The narrator then compares this little fish’s greatness with her boat. This “rented boat” “leaking oil” from its “rusted engine” created a rainbow so beautiful that she became overwhelmed and released the fish.

The boat started out imperfect, but so overwhelmed the poet, that she released the fish. Here, the boat can be compared to the fish, in its initial imperfection, then to its final magnificence. The descriptive words allow the reader to, again, visualize the moment vividly through the eyes of the narrator.

Bishop does an outstanding job in describing every moment in her growing relationship with the fish. She creates, first, an image of a helpless captive, and the reader is allowed to feel sorry for the fish and even pity his situation.

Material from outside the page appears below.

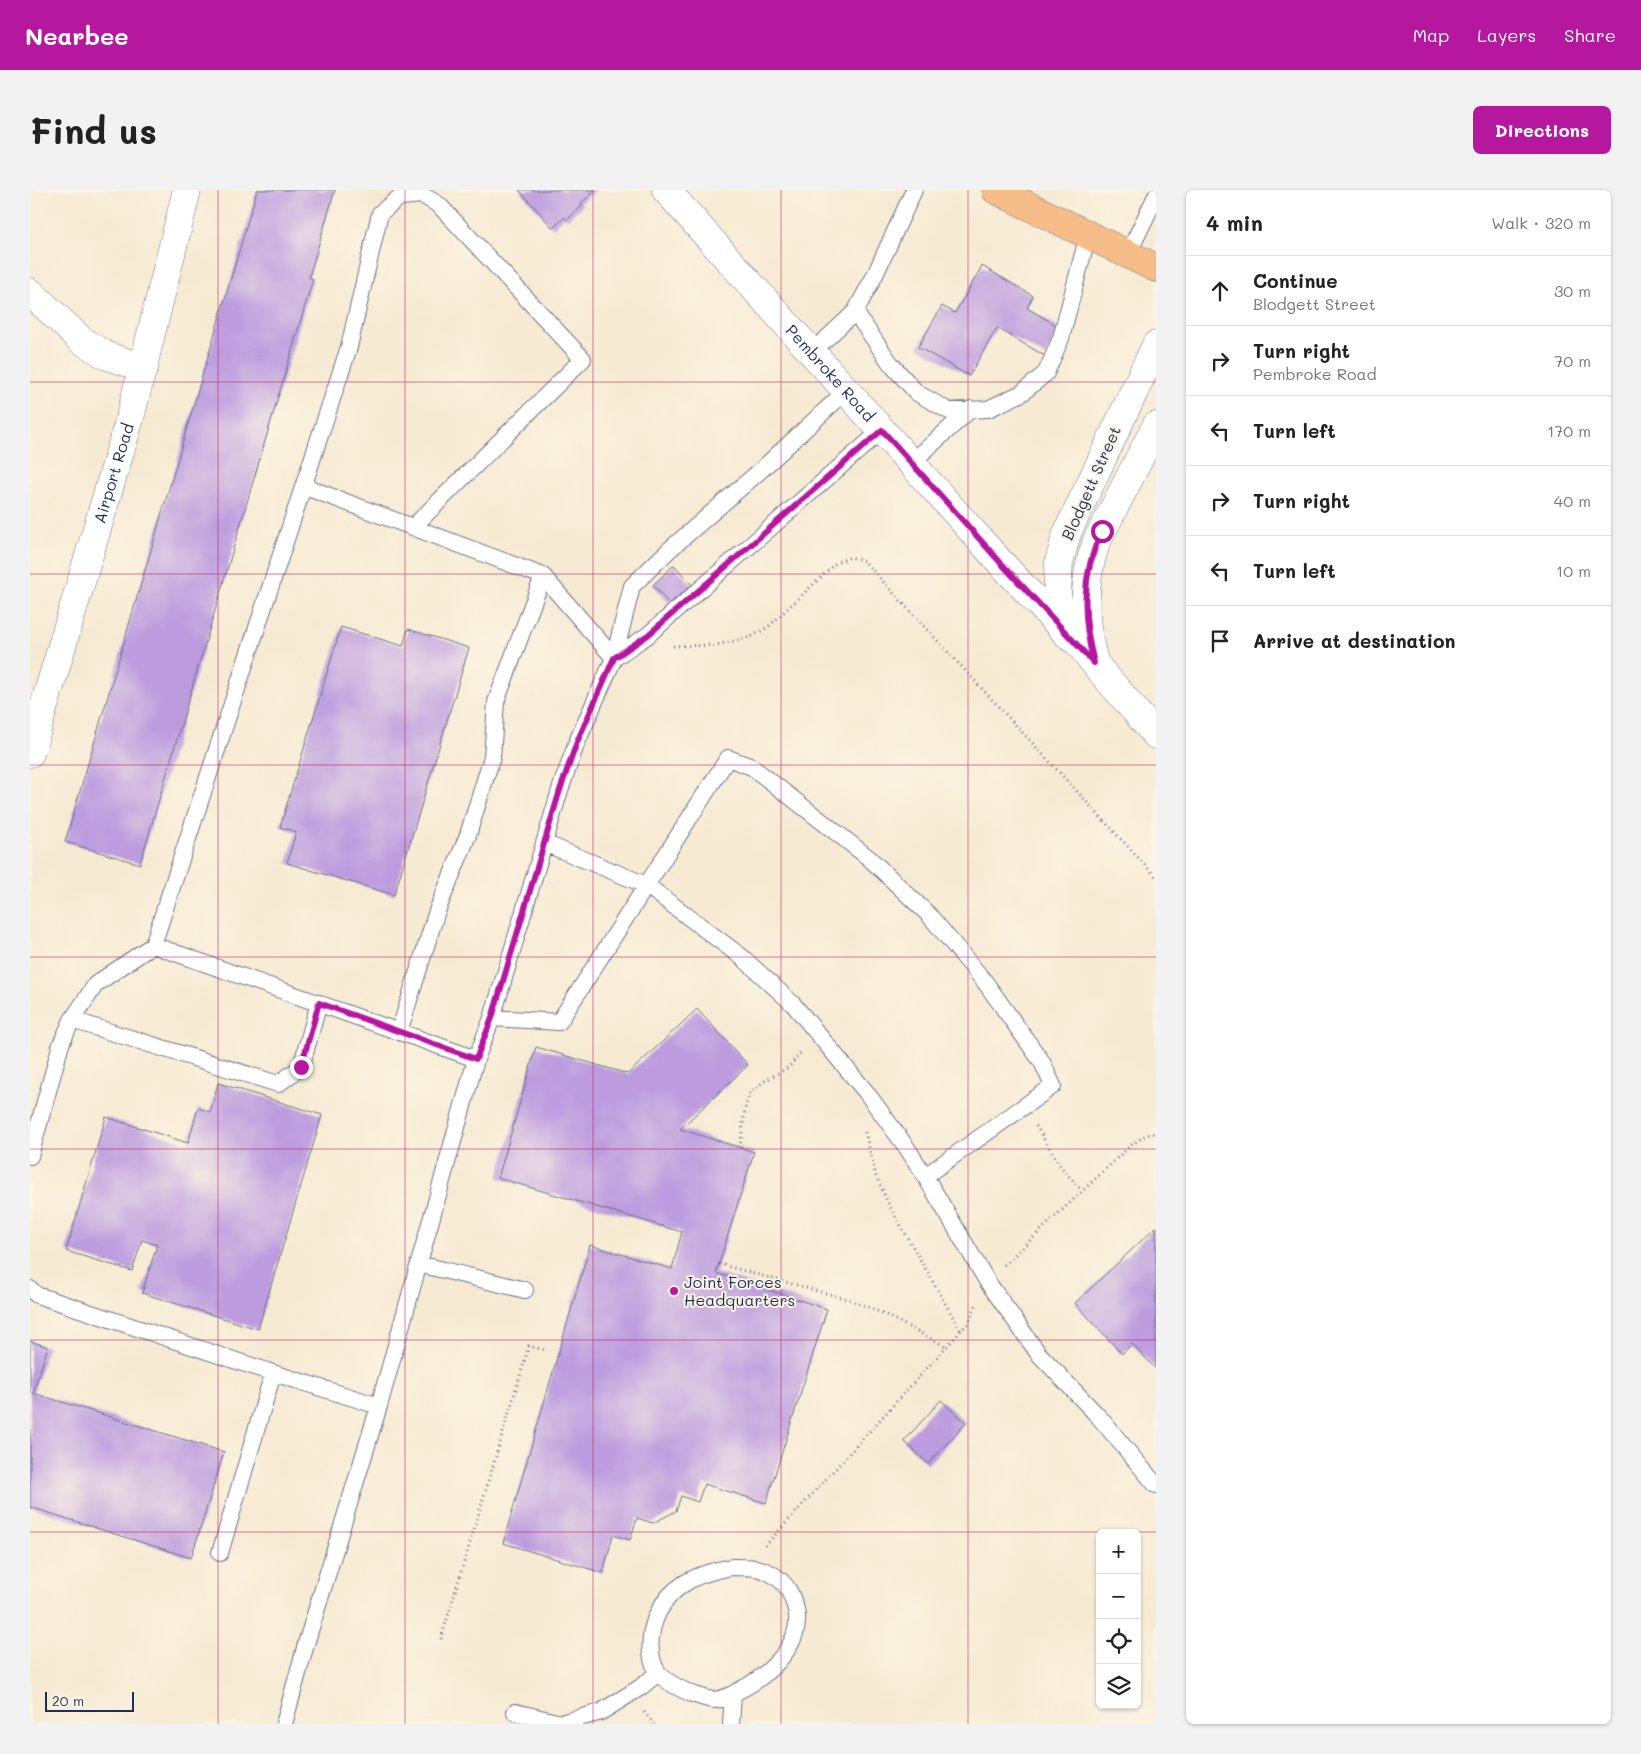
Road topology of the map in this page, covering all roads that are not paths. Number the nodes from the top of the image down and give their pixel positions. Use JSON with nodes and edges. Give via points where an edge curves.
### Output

The narrator’s relationship with the fish then grows to one of personal regard as she looks into his eyes and describes his stare.

Because the reader is following the story with the poet, the reader’s relationship to the fish evolves as Bishop’s does. Next, a level of admiration is reached, when Bishop notices his five hooked jaws; she realizes his situation of capture and imprisonment and releases him as he’d gotten away five times before.  

The reader’s admiration also reaches this level of respect, in that the fish had been caught five times previously and still managed to be alive. The fish’s “badges of courage,” described by Bishop, allowed the reader to grow and create a bond with the fish and understand his life. The imagery and description were the vital tools in implanting this growing admiration for something as trivial as a fish.